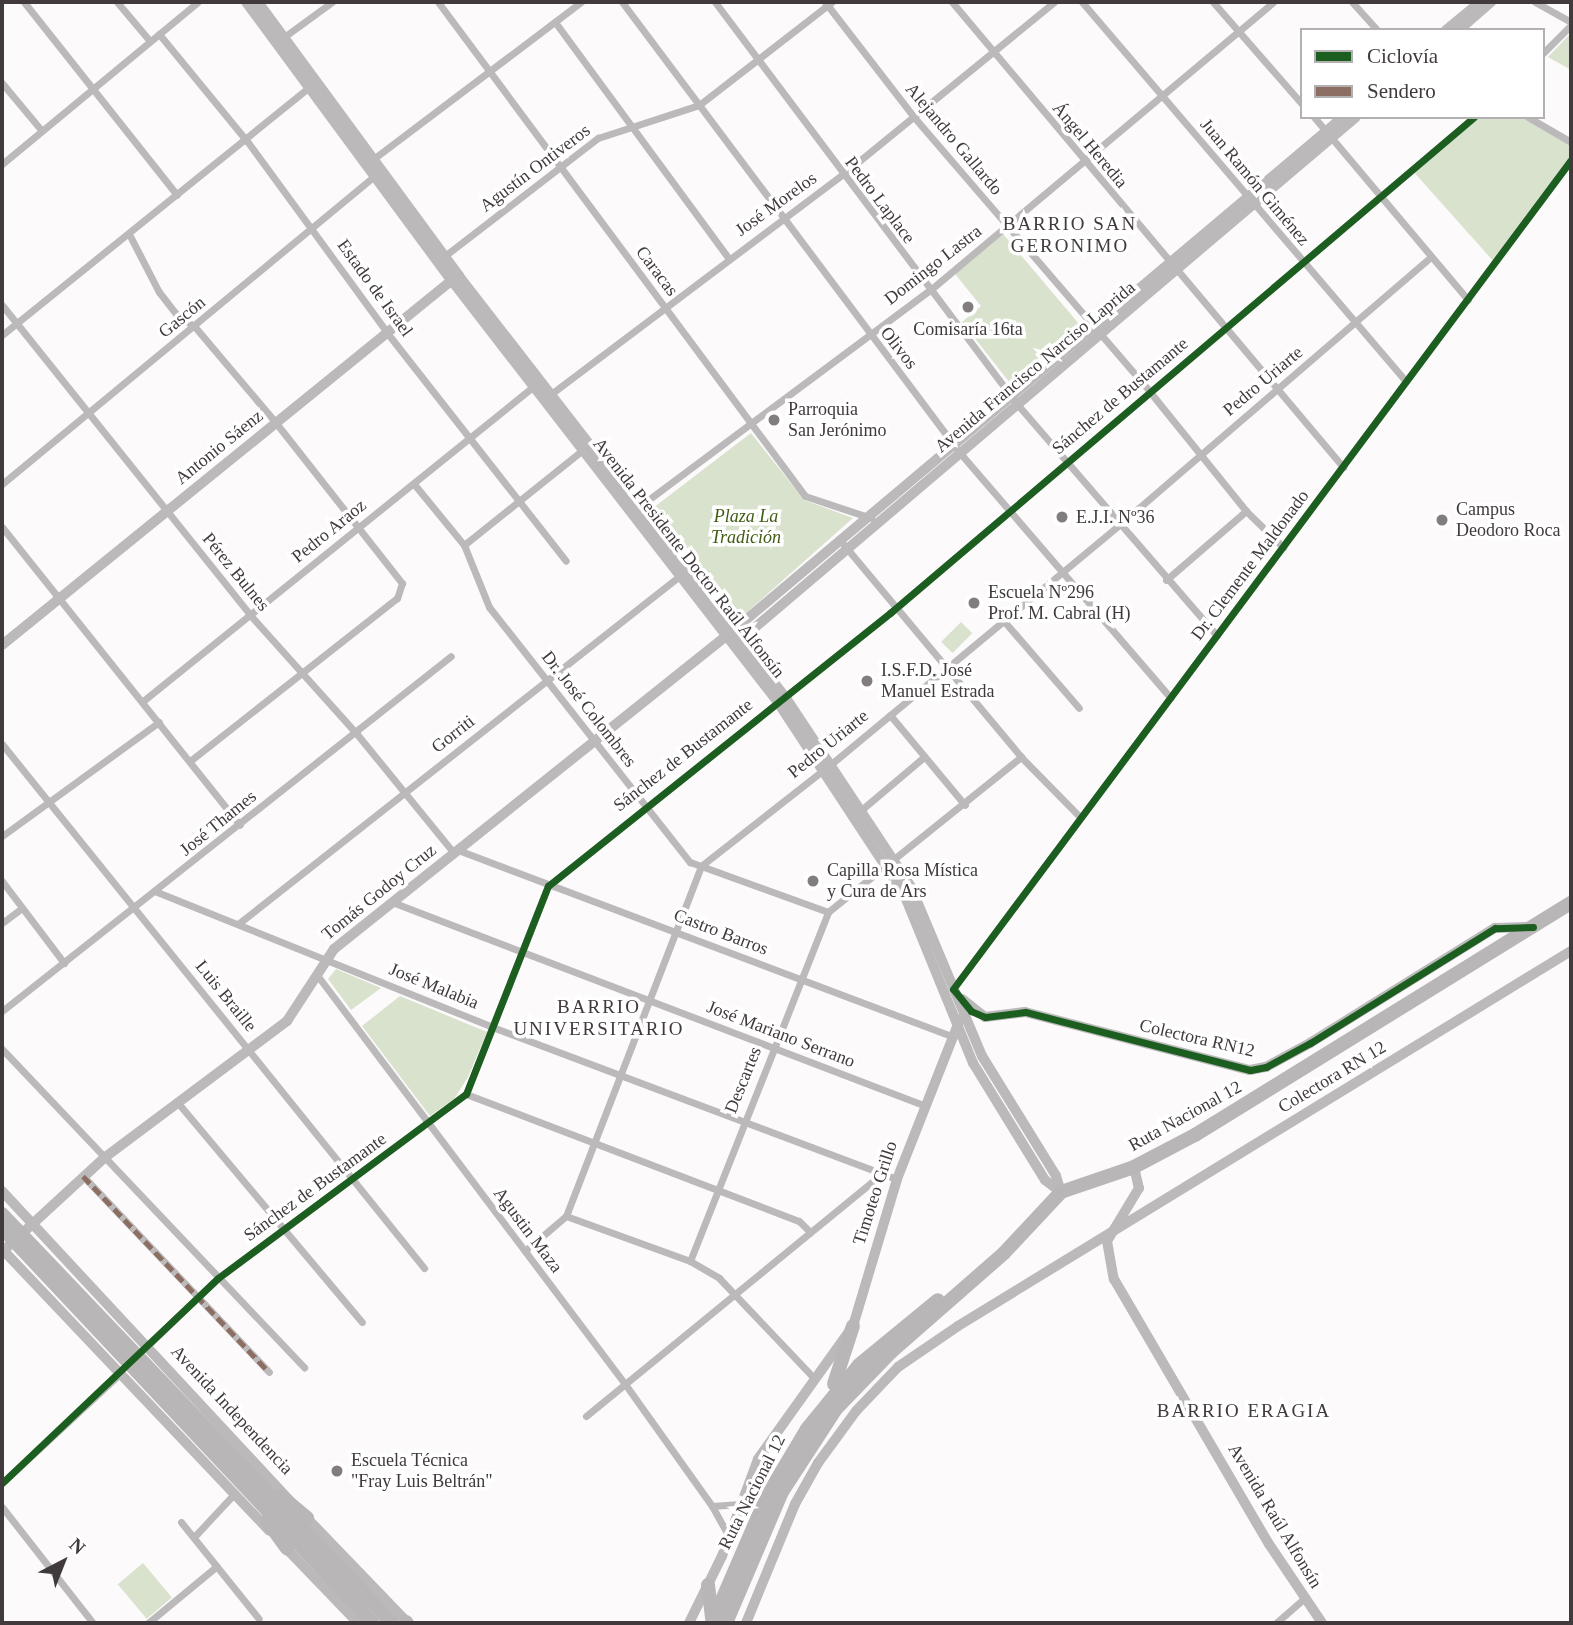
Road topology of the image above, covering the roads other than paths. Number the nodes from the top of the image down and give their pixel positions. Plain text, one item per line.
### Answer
1 (24, 2) edge
2 (117, 2) edge
3 (198, 2) edge
4 (246, 2) edge
5 (258, 2) edge
6 (332, 2) edge
7 (438, 2) edge
8 (581, 2) edge
9 (622, 2) edge
10 (715, 2) edge
11 (952, 2) edge
12 (1054, 2) edge
13 (1082, 2) edge
14 (1213, 2) edge
15 (1273, 2) edge
16 (1352, 2) edge
17 (1480, 2) edge
18 (1491, 2) edge
19 (1535, 2) edge
20 (828, 3) edge
21 (555, 22) junction
22 (1571, 24) edge
23 (1375, 28) edge
24 (1448, 28) edge
25 (1461, 28) edge
26 (1238, 32) junction
27 (159, 34) junction
28 (284, 37) junction
29 (150, 41) junction
30 (1545, 51) edge
31 (992, 54) junction
32 (757, 59) junction
33 (492, 70) junction
34 (2, 83) edge
35 (312, 85) junction
36 (96, 87) junction
37 (1162, 96) junction
38 (1300, 102) edge
39 (699, 105) junction
40 (913, 116) junction
41 (1316, 119) edge
42 (1341, 119) edge
43 (1353, 119) edge
44 (1473, 119) edge
45 (1531, 119) edge
46 (633, 128) junction
47 (42, 131) junction
48 (1329, 135) junction
49 (247, 141) junction
50 (1571, 142) edge
51 (1571, 160) edge
52 (370, 162) junction
53 (1084, 162) junction
54 (2, 164) edge
55 (561, 167) junction
56 (378, 174) junction
57 (842, 175) junction
58 (177, 195) junction
59 (1378, 198) junction
60 (1250, 202) junction
61 (783, 220) junction
62 (1006, 226) junction
63 (312, 228) junction
64 (129, 234) junction
65 (1429, 258) junction
66 (441, 259) junction
67 (729, 259) junction
68 (1303, 263) junction
69 (1173, 267) junction
70 (456, 278) junction
71 (929, 291) junction
72 (1468, 300) junction
73 (2, 305) edge
74 (665, 308) junction
75 (16, 323) junction
76 (1355, 324) junction
77 (195, 327) junction
78 (1224, 329) junction
79 (1097, 332) junction
80 (388, 334) junction
81 (869, 334) junction
82 (2, 335) edge
83 (1406, 382) junction
84 (534, 386) junction
85 (1275, 390) junction
86 (1150, 392) junction
87 (548, 397) junction
88 (1014, 400) junction
89 (89, 413) junction
90 (749, 421) junction
91 (276, 423) junction
92 (470, 438) junction
93 (957, 448) junction
94 (584, 449) junction
95 (1200, 455) junction
96 (1065, 463) junction
97 (1343, 467) junction
98 (2, 484) edge
99 (414, 484) junction
100 (520, 499) junction
101 (636, 509) junction
102 (167, 511) junction
103 (1009, 511) junction
104 (1246, 511) junction
105 (872, 519) junction
106 (1119, 524) junction
107 (2, 527) edge
108 (358, 527) junction
109 (839, 540) junction
110 (464, 545) junction
111 (1283, 547) junction
112 (847, 549) junction
113 (566, 561) dead end
114 (685, 572) junction
115 (1060, 573) junction
116 (1166, 580) junction
117 (60, 598) junction
118 (897, 607) junction
119 (251, 616) junction
120 (1003, 620) junction
121 (736, 636) junction
122 (1217, 636) junction
123 (2, 645) edge
124 (451, 656) dead end
125 (946, 666) junction
126 (301, 675) junction
127 (547, 681) junction
128 (1171, 698) junction
129 (781, 700) junction
130 (144, 701) junction
131 (1079, 708) dead end
132 (890, 715) junction
133 (159, 722) junction
134 (356, 733) junction
135 (596, 742) junction
136 (2, 744) edge
137 (924, 757) junction
138 (1021, 757) junction
139 (190, 761) junction
140 (826, 768) junction
141 (404, 791) junction
142 (50, 800) junction
143 (645, 804) junction
144 (965, 805) junction
145 (860, 811) junction
146 (1080, 817) junction
147 (240, 825) junction
148 (2, 836) edge
149 (456, 851) junction
150 (890, 863) junction
151 (701, 866) junction
152 (2, 881) edge
153 (548, 886) junction
154 (158, 891) junction
155 (392, 902) junction
156 (1571, 903) edge
157 (22, 908) junction
158 (135, 908) junction
159 (828, 912) junction
160 (2, 923) edge
161 (238, 925) junction
162 (1533, 927) junction
163 (676, 931) junction
164 (1571, 951) edge
165 (523, 954) junction
166 (325, 959) junction
167 (64, 962) junction
168 (317, 975) junction
169 (802, 981) junction
170 (953, 989) junction
171 (648, 1001) junction
172 (2, 1011) edge
173 (961, 1018) junction
174 (995, 1018) junction
175 (495, 1028) junction
176 (967, 1033) junction
177 (948, 1039) junction
178 (774, 1047) junction
179 (2, 1049) edge
180 (249, 1049) junction
181 (620, 1074) junction
182 (466, 1094) junction
183 (178, 1103) junction
184 (923, 1105) junction
185 (745, 1118) junction
186 (428, 1124) junction
187 (592, 1144) junction
188 (104, 1158) junction
189 (1134, 1167) junction
190 (883, 1173) junction
191 (83, 1176) junction
192 (897, 1179) junction
193 (354, 1180) junction
194 (2, 1191) edge
195 (717, 1192) junction
196 (1061, 1192) junction
197 (2, 1214) edge
198 (566, 1216) junction
199 (2, 1228) edge
200 (285, 1229) junction
201 (810, 1232) junction
202 (1110, 1233) junction
203 (12, 1242) edge
204 (525, 1251) junction
205 (690, 1261) junction
206 (425, 1268) dead end
207 (218, 1278) junction
208 (970, 1282) junction
209 (736, 1293) junction
210 (197, 1297) junction
211 (362, 1322) dead end
212 (853, 1326) junction
213 (133, 1360) junction
214 (304, 1367) dead end
215 (269, 1372) dead end
216 (815, 1379) junction
217 (625, 1384) junction
218 (824, 1404) junction
219 (586, 1416) dead end
220 (205, 1436) junction
221 (2, 1483) edge
222 (234, 1494) junction
223 (740, 1504) junction
224 (712, 1506) junction
225 (2, 1507) edge
226 (307, 1518) junction
227 (181, 1522) dead end
228 (194, 1537) junction
229 (729, 1537) junction
230 (287, 1549) junction
231 (217, 1566) junction
232 (708, 1586) junction
233 (1304, 1599) junction
234 (260, 1619) dead end
235 (355, 1622) edge
236 (93, 1623) edge
237 (148, 1623) edge
238 (373, 1623) edge
239 (403, 1623) edge
240 (689, 1623) edge
241 (717, 1623) edge
242 (746, 1623) edge
243 (1276, 1623) edge
244 (1322, 1623) edge

1 - 36 street
2 - 29 street
3 - 27 street
4 - 35 street, Avenida Presidente Doctor Raúl Alfonsín
5 - 28 street, Avenida Presidente Doctor Raúl Alfonsín
6 - 28 street
7 - 33 street, Caracas
8 - 21 street
9 - 39 street, Olivos
10 - 32 street, Pedro Laplace
11 - 31 street, Ángel Heredia
12 - 31 street, José Morelos
13 - 37 street, Juan Ramón Giménez
14 - 26 street
15 - 26 street, Domingo Lastra
16 - 23 street
17 - 24 street
18 - 25 street
19 - 22 street
20 - 32 street, Agustín Ontiveros
20 - 40 street, Alejandro Gallardo
21 - 33 street
21 - 46 street
22 - 30 street
26 - 37 street, Domingo Lastra
26 - 38 street
27 - 29 street
27 - 49 street, Estado de Israel
28 - 35 street, Avenida Presidente Doctor Raúl Alfonsín
29 - 36 street
31 - 40 street, José Morelos
31 - 53 street, Ángel Heredia
32 - 39 street, Agustín Ontiveros
32 - 57 street, Pedro Laplace
33 - 52 street
33 - 55 street, Caracas
34 - 47 street
35 - 49 street
35 - 52 street, Avenida Presidente Doctor Raúl Alfonsín
36 - 47 street
36 - 58 street
37 - 53 street, Domingo Lastra
37 - 60 street, Juan Ramón Giménez
39 - 46 street, Agustín Ontiveros
39 - 61 street, Olivos
40 - 57 street, José Morelos
40 - 62 street, Alejandro Gallardo
41 - 48 street
42 - 48 street, Avenida Francisco Narciso Laprida
43 - 48 street, Avenida Francisco Narciso Laprida
44 - 59 street, Sánchez de Bustamante
45 - 50 street
46 - 55 street, Agustín Ontiveros
46 - 67 street
47 - 54 street
48 - 59 street
48 - 60 street, Avenida Francisco Narciso Laprida
49 - 58 street
49 - 63 street, Estado de Israel
51 - 72 street, Dr. Clemente Maldonado
52 - 56 street, Avenida Presidente Doctor Raúl Alfonsín
53 - 62 street, Domingo Lastra
53 - 69 street, Ángel Heredia
55 - 66 street, Agustín Ontiveros
55 - 74 street, Caracas
56 - 63 street, Gascón
56 - 66 street, Avenida Presidente Doctor Raúl Alfonsín
57 - 61 street, José Morelos
57 - 71 street, Pedro Laplace
58 - 64 street
59 - 65 street
59 - 68 street, Sánchez de Bustamante
60 - 68 street, Juan Ramón Giménez
60 - 69 street, Avenida Francisco Narciso Laprida
61 - 67 street, José Morelos
61 - 81 street, Olivos
62 - 71 street, Domingo Lastra
62 - 79 street, Alejandro Gallardo
63 - 77 street, Gascón
63 - 80 street, Estado de Israel
64 - 75 street
64 - 77 street
65 - 72 street
65 - 76 street, Pedro Uriarte
66 - 70 street, Avenida Presidente Doctor Raúl Alfonsín
67 - 74 street, José Morelos
68 - 76 street, Juan Ramón Giménez
68 - 78 street, Sánchez de Bustamante
69 - 78 street, Ángel Heredia
69 - 79 street, Avenida Francisco Narciso Laprida
70 - 80 street, Antonio Sáenz
70 - 84 street, Avenida Presidente Doctor Raúl Alfonsín
70 - 87 street, Avenida Presidente Doctor Raúl Alfonsín
71 - 81 street, Domingo Lastra
71 - 88 street, Pedro Laplace
72 - 83 street, Dr. Clemente Maldonado
73 - 75 street, Pérez Bulnes
74 - 87 street, José Morelos
74 - 90 street, Caracas
75 - 82 street
75 - 89 street, Pérez Bulnes
76 - 83 street, Juan Ramón Giménez
76 - 85 street, Pedro Uriarte
77 - 89 street, Gascón
77 - 91 street
78 - 85 street, Ángel Heredia
78 - 86 street, Sánchez de Bustamante
79 - 86 street, Alejandro Gallardo
79 - 88 street, Avenida Francisco Narciso Laprida
80 - 91 street, Antonio Sáenz
80 - 92 street, Estado de Israel
81 - 90 street, Domingo Lastra
81 - 93 street, Olivos
83 - 97 street, Dr. Clemente Maldonado
84 - 87 street, Avenida Presidente Doctor Raúl Alfonsín
84 - 92 street, Pedro Araoz
85 - 95 street, Pedro Uriarte
85 - 97 street, Ángel Heredia
86 - 95 street, Alejandro Gallardo
86 - 96 street, Sánchez de Bustamante
87 - 94 street, Avenida Presidente Doctor Raúl Alfonsín
87 - 101 street, Avenida Presidente Doctor Raúl Alfonsín
88 - 93 street, Avenida Francisco Narciso Laprida
88 - 96 street, Pedro Laplace
89 - 98 street, Gascón
89 - 102 street, Pérez Bulnes
90 - 101 street, Domingo Lastra
90 - 105 street, Caracas
91 - 102 street, Antonio Sáenz
91 - 108 street
92 - 99 street, Pedro Araoz
92 - 100 street, Estado de Israel
93 - 103 street, Olivos
93 - 105 street, Avenida Francisco Narciso Laprida
94 - 100 street
94 - 101 street, Avenida Presidente Doctor Raúl Alfonsín
95 - 104 street, Alejandro Gallardo
95 - 106 street, Pedro Uriarte
96 - 103 street, Sánchez de Bustamante
96 - 106 street, Pedro Laplace
97 - 111 street, Dr. Clemente Maldonado
99 - 108 street, Pedro Araoz
99 - 110 street, Dr. José Colombres
100 - 110 street
100 - 113 street, Estado de Israel
101 - 114 street, Avenida Presidente Doctor Raúl Alfonsín
102 - 117 street, Antonio Sáenz
102 - 119 street, Pérez Bulnes
103 - 115 street, Olivos
103 - 118 street, Sánchez de Bustamante
104 - 111 street, Alejandro Gallardo
104 - 116 street
105 - 109 street, Avenida Francisco Narciso Laprida
105 - 112 street, Avenida Francisco Narciso Laprida
106 - 115 street, Pedro Uriarte
106 - 116 street, Pedro Laplace
107 - 117 street
108 - 119 street, Pedro Araoz
108 - 126 street
109 - 112 street
109 - 121 street, Avenida Francisco Narciso Laprida
110 - 127 street, Dr. José Colombres
111 - 122 street, Dr. Clemente Maldonado
112 - 118 street
112 - 121 street, Avenida Francisco Narciso Laprida
114 - 121 street, Avenida Presidente Doctor Raúl Alfonsín
114 - 127 street, Gorriti
115 - 120 street, Pedro Uriarte
115 - 128 street, Olivos
116 - 122 street, Pedro Laplace
117 - 123 street, Antonio Sáenz
117 - 130 street
118 - 125 street
118 - 129 street, Sánchez de Bustamante
119 - 126 street, Pérez Bulnes
119 - 130 street, Pedro Araoz
120 - 125 street, Pedro Uriarte
120 - 131 street
121 - 129 street, Avenida Presidente Doctor Raúl Alfonsín
121 - 135 street, Tomás Godoy Cruz
122 - 128 street, Dr. Clemente Maldonado
124 - 134 street, José Thames
125 - 132 street, Pedro Uriarte
125 - 138 street
126 - 134 street, Pérez Bulnes
126 - 139 street
127 - 135 street, Dr. José Colombres
127 - 141 street, Gorriti
128 - 146 street, Dr. Clemente Maldonado
129 - 140 street, Avenida Presidente Doctor Raúl Alfonsín
129 - 143 street, Sánchez de Bustamante
130 - 133 street
132 - 137 street
132 - 140 street, Pedro Uriarte
133 - 139 street
133 - 142 street
134 - 141 street, Pérez Bulnes
134 - 147 street, José Thames
135 - 143 street, Dr. José Colombres
135 - 149 street, Tomás Godoy Cruz
136 - 142 street, Luis Braille
137 - 144 street
137 - 145 street
138 - 144 street, Descartes
138 - 146 street
139 - 147 street
140 - 145 street, Avenida Presidente Doctor Raúl Alfonsín
140 - 150 street, Avenida Presidente Doctor Raúl Alfonsín
140 - 151 street, Pedro Uriarte
141 - 149 street, Pérez Bulnes
141 - 161 street, Gorriti
142 - 148 street
142 - 158 street, Luis Braille
143 - 151 street, Dr. José Colombres
143 - 153 street, Sánchez de Bustamante
144 - 150 street, Descartes
145 - 150 street, Avenida Presidente Doctor Raúl Alfonsín
146 - 170 street, Dr. Clemente Maldonado
147 - 154 street, José Thames
149 - 153 street, Castro Barros
149 - 155 street, Tomás Godoy Cruz
150 - 159 street, Descartes
150 - 170 street, Avenida Presidente Doctor Raúl Alfonsín
150 - 173 street, Avenida Presidente Doctor Raúl Alfonsín
151 - 159 street, Dr. José Colombres
151 - 163 street
152 - 157 street
153 - 163 street, Castro Barros
153 - 165 street, Sánchez de Bustamante
154 - 158 street, José Thames
154 - 161 street, José Malabia
155 - 165 street, José Mariano Serrano
155 - 166 street, Tomás Godoy Cruz
156 - 162 highway, Ruta Nacional 12
157 - 160 street
157 - 167 street
158 - 167 street, José Thames
158 - 180 street, Luis Braille
159 - 169 street, Descartes
161 - 166 street, José Malabia
162 - 174 street, Colectora RN12
162 - 189 highway, Ruta Nacional 12
163 - 169 street, Castro Barros
163 - 171 street
164 - 202 street, Colectora RN 12
165 - 171 street, José Mariano Serrano
165 - 175 street, Sánchez de Bustamante
166 - 168 street, Tomás Godoy Cruz
166 - 175 street, José Malabia
167 - 172 street, José Thames
168 - 180 street, Tomás Godoy Cruz
168 - 186 street, Agustin Maza
169 - 177 street, Castro Barros
169 - 178 street, Descartes
170 - 173 street, Avenida Presidente Doctor Raúl Alfonsín
170 - 174 street
171 - 178 street, José Mariano Serrano
171 - 181 street
173 - 176 street, Avenida Presidente Doctor Raúl Alfonsín
173 - 177 street, Timoteo Grillo
174 - 176 street, Colectora RN12
175 - 181 street, José Malabia
175 - 182 street, Sánchez de Bustamante
176 - 177 street
176 - 196 street, Avenida Presidente Doctor Raúl Alfonsín
177 - 184 street, Timoteo Grillo
178 - 184 street, José Mariano Serrano
178 - 185 street, Descartes
179 - 188 street
180 - 183 street, Tomás Godoy Cruz
180 - 193 street, Luis Braille
181 - 185 street, José Malabia
181 - 187 street
182 - 186 street, Sánchez de Bustamante
182 - 187 street
183 - 188 street, Tomás Godoy Cruz
183 - 200 street
184 - 192 street, Timoteo Grillo
185 - 190 street, José Malabia
185 - 195 street, Descartes
186 - 193 street, Sánchez de Bustamante
186 - 204 street, Agustin Maza
187 - 195 street
187 - 198 street
188 - 191 street, Tomás Godoy Cruz
188 - 207 street
189 - 196 highway, Ruta Nacional 12
189 - 202 street
190 - 192 street, José Malabia
190 - 201 street
191 - 203 street, Tomás Godoy Cruz
191 - 210 street
192 - 212 street, Timoteo Grillo
193 - 200 street, Sánchez de Bustamante
193 - 206 street, Luis Braille
194 - 203 street, Avenida Independencia
195 - 201 street
195 - 205 street, Descartes
196 - 208 highway, Ruta Nacional 12
197 - 203 highway, Avenida Independencia
198 - 204 street
198 - 205 street
199 - 203 highway, Avenida Independencia
200 - 207 street, Sánchez de Bustamante
200 - 211 street
201 - 209 street
202 - 233 street, Avenida Raúl Alfonsín
202 - 242 street, Colectora RN 12
203 - 213 highway, Avenida Independencia
203 - 213 street, Avenida Independencia
204 - 217 street, Agustin Maza
205 - 209 street
207 - 210 street, Sánchez de Bustamante
207 - 214 street
208 - 218 highway, Ruta Nacional 12
208 - 241 highway, Ruta Nacional 12
209 - 216 street
209 - 217 street
210 - 213 street, Sánchez de Bustamante
210 - 215 street
212 - 216 street, Timoteo Grillo
212 - 218 highway
213 - 220 highway, Avenida Independencia
213 - 221 street, Sánchez de Bustamante
213 - 222 street, Avenida Independencia
213 - 226 street, Avenida Independencia
216 - 223 street, Timoteo Grillo
217 - 219 street
217 - 224 street, Agustin Maza
218 - 241 highway, Ruta Nacional 12
220 - 226 highway
220 - 230 highway
220 - 238 highway, Avenida Independencia
220 - 239 highway, Avenida Independencia
222 - 228 street
222 - 230 street, Avenida Independencia
223 - 224 street
223 - 229 street, Timoteo Grillo
224 - 229 street, Agustin Maza
225 - 236 street
226 - 239 street, Avenida Independencia
227 - 228 street
228 - 231 street
229 - 232 street
230 - 235 street, Avenida Independencia
231 - 234 street
231 - 237 street
232 - 240 street
232 - 241 highway
233 - 243 street
233 - 244 street, Avenida Raúl Alfonsín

______________________________

Work to complete :: When a line contains the string "Serrano", copy it from the records.

Answer below ::
155 - 165 street, José Mariano Serrano
165 - 171 street, José Mariano Serrano
171 - 178 street, José Mariano Serrano
178 - 184 street, José Mariano Serrano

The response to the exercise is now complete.